Dataset entries

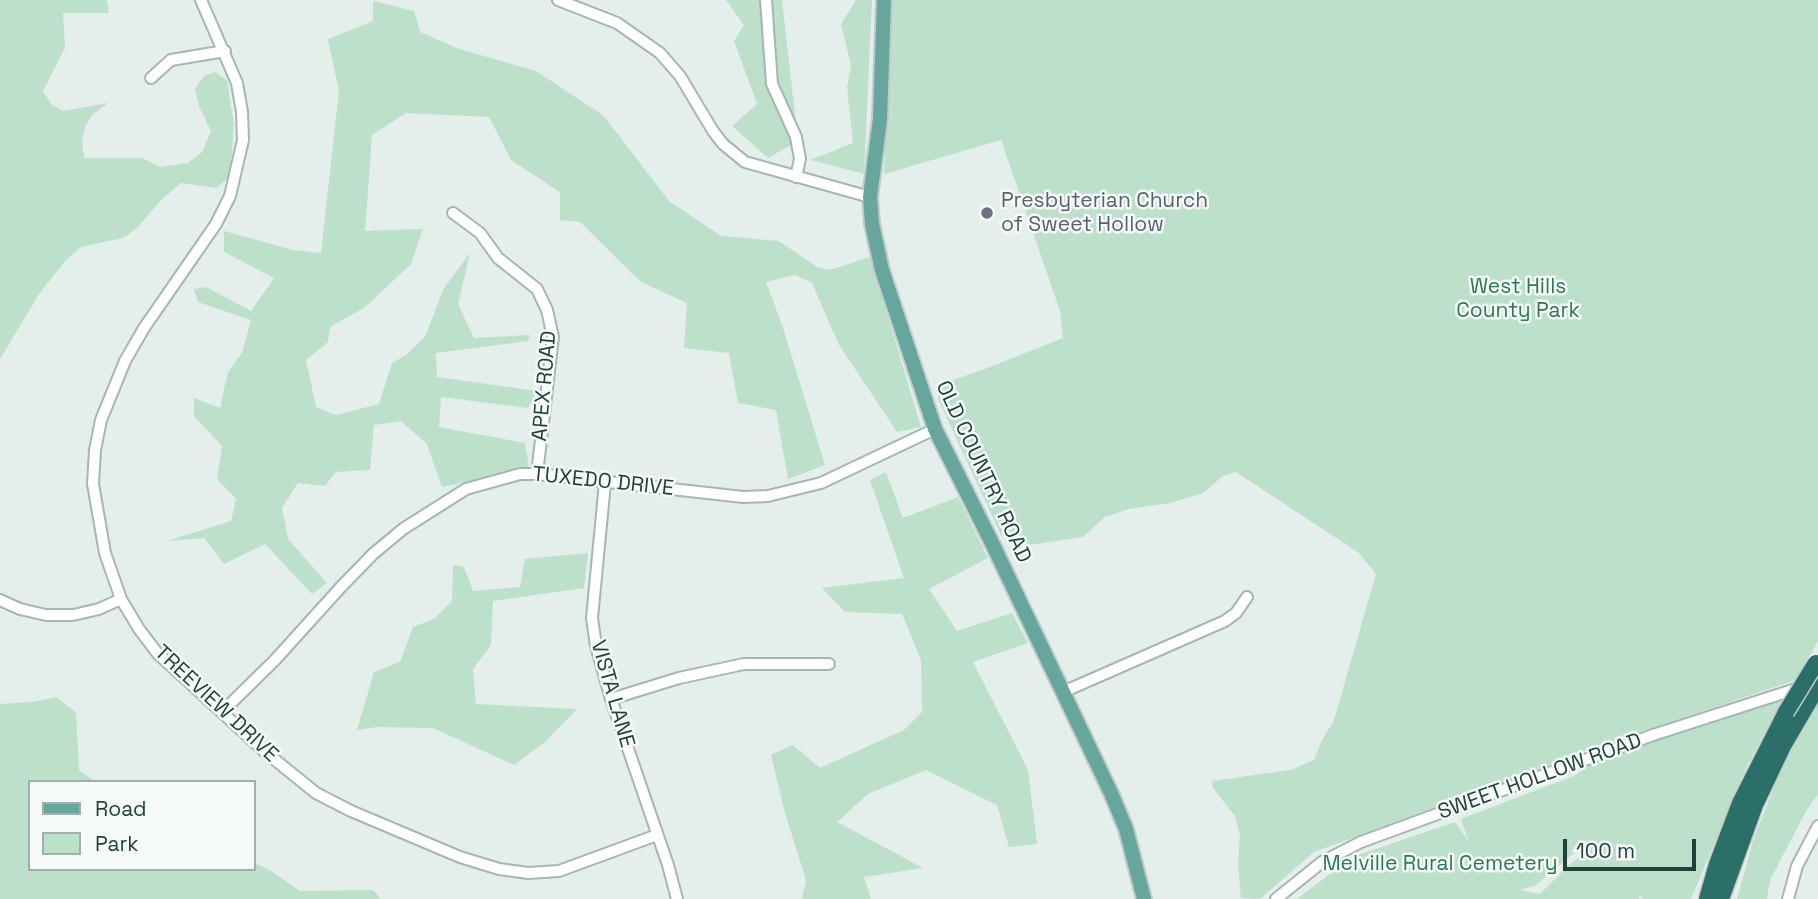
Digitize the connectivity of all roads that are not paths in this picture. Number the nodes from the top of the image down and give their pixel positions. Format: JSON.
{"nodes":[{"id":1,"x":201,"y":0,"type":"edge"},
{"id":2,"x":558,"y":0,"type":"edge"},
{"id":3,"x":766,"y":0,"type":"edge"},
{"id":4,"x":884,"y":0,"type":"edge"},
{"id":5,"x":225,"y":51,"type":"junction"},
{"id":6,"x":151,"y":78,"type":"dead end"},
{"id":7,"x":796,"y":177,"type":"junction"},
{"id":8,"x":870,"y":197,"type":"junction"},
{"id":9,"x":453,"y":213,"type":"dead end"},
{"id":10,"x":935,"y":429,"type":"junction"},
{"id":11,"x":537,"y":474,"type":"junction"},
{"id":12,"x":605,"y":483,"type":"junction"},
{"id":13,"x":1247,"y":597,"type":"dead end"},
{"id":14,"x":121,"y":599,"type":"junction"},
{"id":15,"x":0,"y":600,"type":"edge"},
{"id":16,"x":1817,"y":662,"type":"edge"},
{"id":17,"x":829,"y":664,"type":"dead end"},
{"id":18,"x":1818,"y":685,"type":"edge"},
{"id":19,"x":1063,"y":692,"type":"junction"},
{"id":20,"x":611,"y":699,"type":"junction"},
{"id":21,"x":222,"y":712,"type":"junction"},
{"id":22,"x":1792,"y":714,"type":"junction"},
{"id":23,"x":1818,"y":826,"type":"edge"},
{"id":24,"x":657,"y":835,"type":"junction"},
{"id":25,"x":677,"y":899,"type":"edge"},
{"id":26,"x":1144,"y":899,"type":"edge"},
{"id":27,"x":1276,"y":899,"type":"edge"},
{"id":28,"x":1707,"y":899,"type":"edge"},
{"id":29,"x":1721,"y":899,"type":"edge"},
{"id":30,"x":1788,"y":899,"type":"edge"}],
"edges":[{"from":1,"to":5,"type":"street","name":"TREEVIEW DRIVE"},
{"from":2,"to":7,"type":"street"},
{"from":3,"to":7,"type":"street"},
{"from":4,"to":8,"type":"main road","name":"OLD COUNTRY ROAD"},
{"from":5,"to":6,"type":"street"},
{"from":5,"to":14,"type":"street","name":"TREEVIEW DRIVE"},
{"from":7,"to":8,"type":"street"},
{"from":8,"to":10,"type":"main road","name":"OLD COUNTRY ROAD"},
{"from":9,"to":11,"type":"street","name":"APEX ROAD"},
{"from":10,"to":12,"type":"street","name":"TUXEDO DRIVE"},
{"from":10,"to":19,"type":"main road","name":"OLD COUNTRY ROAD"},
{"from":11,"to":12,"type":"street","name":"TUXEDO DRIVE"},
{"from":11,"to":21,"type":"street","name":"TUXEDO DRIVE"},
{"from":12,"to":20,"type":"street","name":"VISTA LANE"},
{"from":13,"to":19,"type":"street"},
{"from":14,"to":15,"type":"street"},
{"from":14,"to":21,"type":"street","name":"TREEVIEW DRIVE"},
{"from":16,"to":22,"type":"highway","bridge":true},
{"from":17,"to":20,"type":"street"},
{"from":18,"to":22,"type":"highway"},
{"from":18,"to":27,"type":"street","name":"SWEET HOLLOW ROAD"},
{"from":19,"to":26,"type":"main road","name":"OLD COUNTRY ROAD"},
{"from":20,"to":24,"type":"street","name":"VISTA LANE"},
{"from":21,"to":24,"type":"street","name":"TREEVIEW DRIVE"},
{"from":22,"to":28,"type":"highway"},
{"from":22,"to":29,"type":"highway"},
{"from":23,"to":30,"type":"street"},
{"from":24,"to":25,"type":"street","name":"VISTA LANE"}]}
* * *
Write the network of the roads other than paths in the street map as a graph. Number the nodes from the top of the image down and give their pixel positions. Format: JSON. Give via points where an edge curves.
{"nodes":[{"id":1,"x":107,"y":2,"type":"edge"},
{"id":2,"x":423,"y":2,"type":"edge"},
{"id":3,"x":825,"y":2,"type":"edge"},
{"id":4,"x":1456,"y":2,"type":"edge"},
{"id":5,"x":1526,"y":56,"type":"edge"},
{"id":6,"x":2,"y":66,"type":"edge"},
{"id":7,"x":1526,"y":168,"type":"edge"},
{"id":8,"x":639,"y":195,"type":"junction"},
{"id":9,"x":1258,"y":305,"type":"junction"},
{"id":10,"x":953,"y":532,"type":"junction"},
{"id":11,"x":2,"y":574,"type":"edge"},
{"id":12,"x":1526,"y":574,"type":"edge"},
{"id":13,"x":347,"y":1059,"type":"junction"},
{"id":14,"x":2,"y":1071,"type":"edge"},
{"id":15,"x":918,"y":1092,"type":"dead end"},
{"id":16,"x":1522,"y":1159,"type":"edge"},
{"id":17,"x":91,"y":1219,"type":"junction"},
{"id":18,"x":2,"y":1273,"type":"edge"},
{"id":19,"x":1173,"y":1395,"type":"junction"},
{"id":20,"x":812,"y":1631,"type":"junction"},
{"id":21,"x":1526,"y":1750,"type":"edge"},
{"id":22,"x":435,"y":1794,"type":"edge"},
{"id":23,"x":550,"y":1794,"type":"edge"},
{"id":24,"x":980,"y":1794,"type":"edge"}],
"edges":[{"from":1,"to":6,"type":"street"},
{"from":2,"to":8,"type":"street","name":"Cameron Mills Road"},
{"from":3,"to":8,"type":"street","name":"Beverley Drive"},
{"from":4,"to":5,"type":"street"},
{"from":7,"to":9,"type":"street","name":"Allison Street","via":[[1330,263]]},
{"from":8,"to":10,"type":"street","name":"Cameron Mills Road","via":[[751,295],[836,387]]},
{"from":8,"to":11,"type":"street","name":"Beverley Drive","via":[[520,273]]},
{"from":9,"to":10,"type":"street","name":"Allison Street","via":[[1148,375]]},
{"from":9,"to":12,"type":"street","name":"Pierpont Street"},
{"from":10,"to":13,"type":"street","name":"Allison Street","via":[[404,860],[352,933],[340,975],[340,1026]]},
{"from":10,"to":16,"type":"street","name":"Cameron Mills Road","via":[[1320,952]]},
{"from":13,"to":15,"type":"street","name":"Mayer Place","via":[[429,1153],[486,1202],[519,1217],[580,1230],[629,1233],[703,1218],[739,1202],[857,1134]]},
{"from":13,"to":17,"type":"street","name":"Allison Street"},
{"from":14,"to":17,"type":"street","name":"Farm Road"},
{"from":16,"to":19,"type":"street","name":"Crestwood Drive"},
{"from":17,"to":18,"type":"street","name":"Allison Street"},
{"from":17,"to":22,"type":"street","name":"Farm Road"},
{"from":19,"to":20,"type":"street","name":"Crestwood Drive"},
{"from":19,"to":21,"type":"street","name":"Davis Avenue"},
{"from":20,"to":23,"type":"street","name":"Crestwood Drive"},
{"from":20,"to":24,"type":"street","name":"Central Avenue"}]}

_About this exercise:_ In the entries above, identify every line with the string "nodes".

_Answer to this exercise:_
Digitize the connectivity of all roads that are not paths in this picture. Number the nodes from the top of the image down and give their pixel positions. Format: JSON.
{"nodes":[{"id":1,"x":201,"y":0,"type":"edge"},
Write the network of the roads other than paths in the street map as a graph. Number the nodes from the top of the image down and give their pixel positions. Format: JSON. Give via points where an edge curves.
{"nodes":[{"id":1,"x":107,"y":2,"type":"edge"},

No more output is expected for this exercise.